Hristiyanlığı kabul eden ilk halklardan olan Süryaniler, Bethnahrin (Mezopotamya) coğrafyasının en eski ve köklü topluluklarından biriydi. Ancak 1915 yılında kılıç ve hançerlerle gerçekleştirilen katliamlarla yüz binlerce Süryani hayatını kaybetti. Bu yüzden Süryaniler, 1915 soykırımını “Seyfo” (Süryanice’de “kılıç”) olarak adlandırır ve her yıl 15 Haziran’da katledilenleri anmaya devam ederler.

Seyfo, yalnızca bir katliam değil, aynı zamanda Süryani halkına yönelik dil, kültür ve kimlik temelli bir yok etme politikasıydı. Yaklaşık 700 bin kişilik nüfusun üçte ikisi hayatını kaybetti ya da kimliğini kaybetmeye zorlandı. 300 bin kişi doğrudan katledildi, 200 bini zorla Müslümanlaştırıldı veya kimliksizleştirildi. Binlerce kadın ve çocuk şiddet, tecavüz ve istismara uğradı. Hayvanlar dahi öldürüldü; doğa, yaşam, kültür – her şey hedef alındı.

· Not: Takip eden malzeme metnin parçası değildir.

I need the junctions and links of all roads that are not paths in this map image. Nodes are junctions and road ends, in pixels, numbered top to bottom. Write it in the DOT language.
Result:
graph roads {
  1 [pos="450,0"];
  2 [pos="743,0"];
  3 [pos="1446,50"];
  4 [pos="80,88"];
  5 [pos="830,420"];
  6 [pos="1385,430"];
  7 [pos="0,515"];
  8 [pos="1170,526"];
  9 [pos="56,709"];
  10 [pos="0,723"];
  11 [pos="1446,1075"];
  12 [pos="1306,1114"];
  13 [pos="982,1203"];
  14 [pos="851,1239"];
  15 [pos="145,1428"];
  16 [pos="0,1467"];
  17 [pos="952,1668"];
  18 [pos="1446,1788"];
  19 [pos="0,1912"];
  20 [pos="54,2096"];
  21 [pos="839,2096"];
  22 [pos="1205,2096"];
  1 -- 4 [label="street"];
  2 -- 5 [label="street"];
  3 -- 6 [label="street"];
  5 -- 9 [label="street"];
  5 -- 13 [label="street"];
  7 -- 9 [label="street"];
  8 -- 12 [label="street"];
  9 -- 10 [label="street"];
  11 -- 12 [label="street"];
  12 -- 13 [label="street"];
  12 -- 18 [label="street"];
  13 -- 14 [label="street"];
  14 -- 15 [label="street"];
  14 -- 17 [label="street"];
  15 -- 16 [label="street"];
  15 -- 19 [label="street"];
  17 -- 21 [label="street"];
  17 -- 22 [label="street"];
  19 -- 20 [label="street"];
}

Seyfo’dan sağ kalanlar, ya topraklarını terk etmek zorunda kaldı ya da kimliğini gizleyerek hayatta kalmaya çalıştı. Bugün Bethnahrin bölgesinde yaşayan Süryani sayısı 200 binin altına düşmüş durumda.

Üzerinden 110 yıl geçmiş olmasına rağmen, Süryanilere yönelik baskılar ve kültürel yok sayma politikaları hâlâ sürüyor. Binlerce mülk, kilise ve manastır gasp edilirken, bazı kiliseler “satılık” ilanlarıyla gündeme geldi. “Define var” gerekçesiyle yapılan sözde yasal kazılarla ibadet yerleri tahrip edildi, mezarlıklar yok edildi, kiliseler yakıldı, yıkıldı, hatta ahıra çevrildi.

En büyük tahribatlardan biri ise dil ve kimlik alanında yaşandı. Seyfo’nun ardından Süryanice eğitim veren tüm okullar kapatıldı, yakıldı. Bu nedenle Süryanice, bugün yok olma tehlikesi altındaki diller arasında yer alıyor. Ancak Turabdin bölgesinde yaşayan ve büyük ölçüde Avrupa’ya göç etmiş Süryaniler, tüm baskı ve imkânsızlıklara rağmen, Süryaniceyi ve kültürel miraslarını yaşatmak için direnmeye devam ediyor.

Ermeni Soykırımı ile birlikte yürütülen bu sürecin Süryanilere etkisi, uluslararası hukuk ve tarih yazımı açısından henüz tam anlamıyla tanınmamıştır. 2007 yılında İsveç Parlamentosu, Seyfo’yu soykırım olarak tanıyan ilk kurumsal yapı olmuştur.